Ward v Ashkenazi UKEAT/0416/09/JOJ
The Employment Tribunal had erred in failing to take into account in its assessment of compensation for unfair dismissal the benefits of food of and accommodation that the Claimant had received in her position as housekeeper. It has also erred in not awarding the statutory uplift for failure to follow the statutory disciplinary procedures. As there were no exceptional circumstances the uplift would be 50%.
For the full judgement, click here.

Langston v Department for Business Enterprise and Regulatory Reform UKEAT/0534/09/ZT
The Employment Tribunal had erred in making a 100% deduction in the basic and compensatory award.
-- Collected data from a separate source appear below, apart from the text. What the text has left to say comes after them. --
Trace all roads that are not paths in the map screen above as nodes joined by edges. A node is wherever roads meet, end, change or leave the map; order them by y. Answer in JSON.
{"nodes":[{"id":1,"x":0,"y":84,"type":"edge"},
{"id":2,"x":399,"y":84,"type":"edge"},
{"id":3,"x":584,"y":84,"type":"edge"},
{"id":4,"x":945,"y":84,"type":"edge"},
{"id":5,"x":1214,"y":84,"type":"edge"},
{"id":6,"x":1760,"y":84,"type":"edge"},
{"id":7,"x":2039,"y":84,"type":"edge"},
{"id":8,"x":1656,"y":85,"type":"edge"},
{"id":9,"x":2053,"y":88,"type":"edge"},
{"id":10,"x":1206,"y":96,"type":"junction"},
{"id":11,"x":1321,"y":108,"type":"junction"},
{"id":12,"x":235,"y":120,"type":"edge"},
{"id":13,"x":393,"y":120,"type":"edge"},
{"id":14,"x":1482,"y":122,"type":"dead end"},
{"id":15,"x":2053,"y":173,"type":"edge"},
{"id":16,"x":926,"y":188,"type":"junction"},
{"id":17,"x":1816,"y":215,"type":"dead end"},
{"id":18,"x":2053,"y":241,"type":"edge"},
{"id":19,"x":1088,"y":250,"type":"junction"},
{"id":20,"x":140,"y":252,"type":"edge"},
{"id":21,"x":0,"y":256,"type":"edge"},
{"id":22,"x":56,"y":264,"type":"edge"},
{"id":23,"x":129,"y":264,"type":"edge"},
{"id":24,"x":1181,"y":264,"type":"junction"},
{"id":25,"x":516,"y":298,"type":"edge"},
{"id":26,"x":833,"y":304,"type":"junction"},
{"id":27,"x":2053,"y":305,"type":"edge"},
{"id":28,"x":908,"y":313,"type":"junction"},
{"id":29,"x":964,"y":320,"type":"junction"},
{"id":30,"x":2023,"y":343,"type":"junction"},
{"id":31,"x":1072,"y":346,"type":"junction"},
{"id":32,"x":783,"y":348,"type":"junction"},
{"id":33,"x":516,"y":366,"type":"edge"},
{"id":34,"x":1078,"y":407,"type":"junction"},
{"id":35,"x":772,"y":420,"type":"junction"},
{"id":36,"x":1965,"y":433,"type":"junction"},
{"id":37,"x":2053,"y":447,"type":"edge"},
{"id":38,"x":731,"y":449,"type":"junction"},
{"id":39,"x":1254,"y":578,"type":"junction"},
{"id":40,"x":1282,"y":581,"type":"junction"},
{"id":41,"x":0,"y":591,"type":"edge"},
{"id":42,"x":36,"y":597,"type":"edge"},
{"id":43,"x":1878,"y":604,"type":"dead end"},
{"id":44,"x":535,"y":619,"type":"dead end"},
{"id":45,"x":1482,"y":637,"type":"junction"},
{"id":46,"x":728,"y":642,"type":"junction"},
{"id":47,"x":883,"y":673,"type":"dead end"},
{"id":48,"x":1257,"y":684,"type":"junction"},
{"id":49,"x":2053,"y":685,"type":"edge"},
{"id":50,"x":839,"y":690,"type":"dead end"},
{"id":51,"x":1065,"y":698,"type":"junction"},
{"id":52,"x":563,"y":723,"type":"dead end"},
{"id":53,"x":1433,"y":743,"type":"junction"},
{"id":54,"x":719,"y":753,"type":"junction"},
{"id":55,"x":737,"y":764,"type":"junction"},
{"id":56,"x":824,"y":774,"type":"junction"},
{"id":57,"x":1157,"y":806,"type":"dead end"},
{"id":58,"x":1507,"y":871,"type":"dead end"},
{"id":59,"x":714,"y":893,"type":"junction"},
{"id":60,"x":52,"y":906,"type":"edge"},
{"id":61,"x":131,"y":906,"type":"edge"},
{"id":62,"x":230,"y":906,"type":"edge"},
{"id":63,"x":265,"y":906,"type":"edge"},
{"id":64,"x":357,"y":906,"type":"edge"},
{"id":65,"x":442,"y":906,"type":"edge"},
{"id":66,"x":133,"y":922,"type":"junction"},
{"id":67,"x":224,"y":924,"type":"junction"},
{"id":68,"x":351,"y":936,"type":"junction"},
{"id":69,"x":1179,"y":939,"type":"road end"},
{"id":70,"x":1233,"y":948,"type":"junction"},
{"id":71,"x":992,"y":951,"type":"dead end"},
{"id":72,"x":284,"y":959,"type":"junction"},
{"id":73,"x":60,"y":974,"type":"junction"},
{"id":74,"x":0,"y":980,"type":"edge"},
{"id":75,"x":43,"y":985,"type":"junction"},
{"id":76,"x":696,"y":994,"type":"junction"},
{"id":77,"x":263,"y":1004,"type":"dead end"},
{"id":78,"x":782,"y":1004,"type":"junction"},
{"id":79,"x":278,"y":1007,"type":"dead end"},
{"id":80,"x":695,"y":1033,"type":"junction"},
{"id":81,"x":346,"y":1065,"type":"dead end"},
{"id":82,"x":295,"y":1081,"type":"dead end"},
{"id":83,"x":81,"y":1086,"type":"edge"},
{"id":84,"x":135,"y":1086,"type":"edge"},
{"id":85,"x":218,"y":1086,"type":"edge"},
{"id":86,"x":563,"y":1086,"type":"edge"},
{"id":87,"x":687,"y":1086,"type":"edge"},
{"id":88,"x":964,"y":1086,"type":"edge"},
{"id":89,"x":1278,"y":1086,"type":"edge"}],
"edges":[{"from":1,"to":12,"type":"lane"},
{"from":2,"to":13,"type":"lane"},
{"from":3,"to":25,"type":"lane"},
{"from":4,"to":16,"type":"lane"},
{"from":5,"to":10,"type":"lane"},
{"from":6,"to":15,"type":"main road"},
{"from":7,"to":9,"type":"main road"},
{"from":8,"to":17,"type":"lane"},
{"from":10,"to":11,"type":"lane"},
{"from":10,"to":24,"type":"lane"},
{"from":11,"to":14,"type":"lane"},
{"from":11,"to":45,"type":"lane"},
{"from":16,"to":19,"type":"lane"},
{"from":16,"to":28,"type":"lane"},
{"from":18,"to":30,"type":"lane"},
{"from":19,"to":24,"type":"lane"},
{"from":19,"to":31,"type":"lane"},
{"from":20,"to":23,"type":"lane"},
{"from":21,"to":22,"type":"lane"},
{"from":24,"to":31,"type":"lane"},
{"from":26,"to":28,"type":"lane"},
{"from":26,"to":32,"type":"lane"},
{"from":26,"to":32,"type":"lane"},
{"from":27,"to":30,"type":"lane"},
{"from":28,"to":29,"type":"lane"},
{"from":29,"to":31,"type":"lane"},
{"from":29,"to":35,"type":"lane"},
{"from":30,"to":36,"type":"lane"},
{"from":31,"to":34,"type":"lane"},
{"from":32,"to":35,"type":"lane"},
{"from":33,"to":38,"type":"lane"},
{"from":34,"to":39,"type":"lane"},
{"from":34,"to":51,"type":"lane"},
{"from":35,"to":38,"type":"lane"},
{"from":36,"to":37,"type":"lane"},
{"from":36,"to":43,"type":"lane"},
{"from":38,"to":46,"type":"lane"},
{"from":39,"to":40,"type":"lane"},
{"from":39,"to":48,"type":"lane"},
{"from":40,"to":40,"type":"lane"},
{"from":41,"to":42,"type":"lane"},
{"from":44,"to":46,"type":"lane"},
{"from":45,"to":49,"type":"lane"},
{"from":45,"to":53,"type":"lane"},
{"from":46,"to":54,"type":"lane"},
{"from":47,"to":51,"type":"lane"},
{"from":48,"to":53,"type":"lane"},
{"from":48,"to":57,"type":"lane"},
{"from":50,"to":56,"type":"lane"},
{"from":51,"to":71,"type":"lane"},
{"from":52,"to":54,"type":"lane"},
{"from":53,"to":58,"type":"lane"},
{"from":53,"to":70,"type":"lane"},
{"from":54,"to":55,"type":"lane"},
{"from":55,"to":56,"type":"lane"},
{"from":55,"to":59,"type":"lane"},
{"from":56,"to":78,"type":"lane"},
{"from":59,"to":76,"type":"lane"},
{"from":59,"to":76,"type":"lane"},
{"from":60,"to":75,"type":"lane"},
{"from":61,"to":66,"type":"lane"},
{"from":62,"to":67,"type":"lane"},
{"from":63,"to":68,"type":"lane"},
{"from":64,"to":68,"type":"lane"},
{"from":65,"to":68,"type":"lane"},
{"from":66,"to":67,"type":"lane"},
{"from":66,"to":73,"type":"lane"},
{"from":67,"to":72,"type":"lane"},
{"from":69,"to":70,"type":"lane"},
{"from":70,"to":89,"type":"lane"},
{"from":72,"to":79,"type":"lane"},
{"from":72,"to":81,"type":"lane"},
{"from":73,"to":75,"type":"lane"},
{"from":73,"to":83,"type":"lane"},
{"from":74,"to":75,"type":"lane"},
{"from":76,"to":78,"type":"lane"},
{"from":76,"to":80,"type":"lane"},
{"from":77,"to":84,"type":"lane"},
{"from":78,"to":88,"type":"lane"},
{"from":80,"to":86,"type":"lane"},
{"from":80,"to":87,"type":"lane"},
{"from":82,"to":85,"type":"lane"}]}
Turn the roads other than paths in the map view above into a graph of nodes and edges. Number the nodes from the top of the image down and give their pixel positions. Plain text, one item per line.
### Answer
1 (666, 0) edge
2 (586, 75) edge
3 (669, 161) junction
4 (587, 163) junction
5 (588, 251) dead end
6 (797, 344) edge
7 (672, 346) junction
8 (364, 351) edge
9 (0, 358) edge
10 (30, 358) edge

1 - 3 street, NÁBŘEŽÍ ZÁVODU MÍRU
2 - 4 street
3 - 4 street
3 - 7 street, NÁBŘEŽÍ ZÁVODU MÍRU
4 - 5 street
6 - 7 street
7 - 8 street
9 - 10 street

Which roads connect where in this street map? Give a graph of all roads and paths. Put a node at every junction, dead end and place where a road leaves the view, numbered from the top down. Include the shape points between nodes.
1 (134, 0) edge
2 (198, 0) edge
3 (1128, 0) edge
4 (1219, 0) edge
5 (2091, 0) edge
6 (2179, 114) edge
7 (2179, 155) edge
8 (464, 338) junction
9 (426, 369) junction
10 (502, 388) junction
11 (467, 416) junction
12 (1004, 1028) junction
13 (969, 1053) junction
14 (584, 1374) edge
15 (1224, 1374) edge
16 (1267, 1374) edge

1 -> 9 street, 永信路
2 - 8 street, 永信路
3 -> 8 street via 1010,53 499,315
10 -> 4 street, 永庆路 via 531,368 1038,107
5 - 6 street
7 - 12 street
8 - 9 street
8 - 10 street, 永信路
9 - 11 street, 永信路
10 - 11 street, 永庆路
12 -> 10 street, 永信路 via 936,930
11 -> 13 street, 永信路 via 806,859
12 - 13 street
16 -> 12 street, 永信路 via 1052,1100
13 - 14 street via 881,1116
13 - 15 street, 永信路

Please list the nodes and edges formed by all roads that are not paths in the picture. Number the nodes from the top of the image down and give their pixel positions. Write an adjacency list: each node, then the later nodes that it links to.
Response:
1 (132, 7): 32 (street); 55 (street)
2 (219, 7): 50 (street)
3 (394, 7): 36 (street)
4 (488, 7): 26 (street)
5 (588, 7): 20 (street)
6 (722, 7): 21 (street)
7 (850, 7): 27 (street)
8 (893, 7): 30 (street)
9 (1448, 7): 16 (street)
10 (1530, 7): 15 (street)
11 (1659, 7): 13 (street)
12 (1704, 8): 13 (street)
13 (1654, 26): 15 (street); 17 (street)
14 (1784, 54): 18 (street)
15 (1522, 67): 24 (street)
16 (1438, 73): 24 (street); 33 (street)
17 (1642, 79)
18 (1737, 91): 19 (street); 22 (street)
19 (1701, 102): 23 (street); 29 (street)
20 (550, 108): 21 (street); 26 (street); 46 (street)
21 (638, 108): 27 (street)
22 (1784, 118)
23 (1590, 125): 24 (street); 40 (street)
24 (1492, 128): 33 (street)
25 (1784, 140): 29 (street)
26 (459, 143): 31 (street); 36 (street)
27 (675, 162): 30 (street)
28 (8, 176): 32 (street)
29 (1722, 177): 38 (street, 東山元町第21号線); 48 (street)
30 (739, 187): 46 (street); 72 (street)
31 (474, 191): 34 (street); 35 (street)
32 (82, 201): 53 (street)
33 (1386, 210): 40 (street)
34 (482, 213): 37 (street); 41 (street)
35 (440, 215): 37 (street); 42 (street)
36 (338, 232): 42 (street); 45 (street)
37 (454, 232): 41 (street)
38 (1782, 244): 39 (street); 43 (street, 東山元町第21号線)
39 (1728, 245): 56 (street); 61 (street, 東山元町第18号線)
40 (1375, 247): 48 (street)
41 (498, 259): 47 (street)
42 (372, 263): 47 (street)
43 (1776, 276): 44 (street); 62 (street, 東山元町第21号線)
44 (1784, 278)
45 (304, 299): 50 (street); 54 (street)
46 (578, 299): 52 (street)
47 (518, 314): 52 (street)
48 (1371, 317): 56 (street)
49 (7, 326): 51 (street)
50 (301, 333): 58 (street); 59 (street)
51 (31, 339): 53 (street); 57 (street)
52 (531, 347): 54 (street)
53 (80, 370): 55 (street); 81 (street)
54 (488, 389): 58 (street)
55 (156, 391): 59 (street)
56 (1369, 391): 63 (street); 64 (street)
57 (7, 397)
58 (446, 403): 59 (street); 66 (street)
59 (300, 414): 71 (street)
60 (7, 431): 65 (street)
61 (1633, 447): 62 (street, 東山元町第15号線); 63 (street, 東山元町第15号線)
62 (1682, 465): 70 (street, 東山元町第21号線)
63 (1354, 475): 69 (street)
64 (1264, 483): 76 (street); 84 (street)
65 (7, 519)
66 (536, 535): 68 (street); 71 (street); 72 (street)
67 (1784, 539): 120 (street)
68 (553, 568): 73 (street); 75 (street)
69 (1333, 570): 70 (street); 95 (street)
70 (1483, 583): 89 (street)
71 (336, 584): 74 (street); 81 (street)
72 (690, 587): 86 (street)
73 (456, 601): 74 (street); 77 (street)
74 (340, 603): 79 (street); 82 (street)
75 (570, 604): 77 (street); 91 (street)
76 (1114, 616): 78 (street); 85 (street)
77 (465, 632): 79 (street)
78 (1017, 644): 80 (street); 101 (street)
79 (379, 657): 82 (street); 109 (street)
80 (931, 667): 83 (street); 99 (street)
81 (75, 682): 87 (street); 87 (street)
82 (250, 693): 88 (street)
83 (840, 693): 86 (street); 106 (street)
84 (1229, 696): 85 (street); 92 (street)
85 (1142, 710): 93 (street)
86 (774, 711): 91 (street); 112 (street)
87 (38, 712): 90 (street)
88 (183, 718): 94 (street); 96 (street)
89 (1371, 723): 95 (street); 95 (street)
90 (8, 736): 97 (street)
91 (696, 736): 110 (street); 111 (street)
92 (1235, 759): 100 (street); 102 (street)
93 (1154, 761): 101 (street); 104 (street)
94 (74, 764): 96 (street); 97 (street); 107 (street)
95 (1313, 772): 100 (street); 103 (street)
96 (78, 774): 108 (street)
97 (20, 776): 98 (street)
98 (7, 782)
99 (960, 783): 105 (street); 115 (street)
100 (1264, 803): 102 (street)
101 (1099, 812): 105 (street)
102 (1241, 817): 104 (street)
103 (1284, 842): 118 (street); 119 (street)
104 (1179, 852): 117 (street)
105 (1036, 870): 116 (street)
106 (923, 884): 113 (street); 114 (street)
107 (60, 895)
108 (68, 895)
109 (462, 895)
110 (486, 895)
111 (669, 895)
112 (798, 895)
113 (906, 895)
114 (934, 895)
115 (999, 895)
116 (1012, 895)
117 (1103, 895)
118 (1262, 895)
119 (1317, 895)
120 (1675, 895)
It had to decide whether the behaviour contributed to the Claimant's dismissal was "culpable or blameworthy" and had failed to consider the medical evidence that it was possibly due to an acute transient psychotic disorder secondary to stress at work.
For the full judgement, click here.

Taylor v XLN Telecom & ors UKEAT/0385/09/ZT
In a claim for race discrimination, the Clamant was entitled to recover for any injury to feelings and personal injury attributable to the act complained of, in this case the dismissal, without the need to attribute the injury specifically to knowledge of the element of discrimination, in this case victimisation. Skyrail Oceanic Ltd v Coleman [1981] ICR 864 was not authority to the contrary.
For the full judgement, click here.

Legislation

Equality Act 2010

The Equality Act 2010 received Royal Assent on 8 April 2010. The main provisions come into force in October 2010.
For a full copy of the Act, click here.

Paternity Leave

The Additional Paternity Leave Regulations 2010 came into force on 6 April 2010 with effect in relation to children whose expected week of birth (or matching for adoption) is on or after 3 April 2011. The new regulations extend the entitlement of to up to six months' additional paternity leave if the mother or primary adopter has returned to work.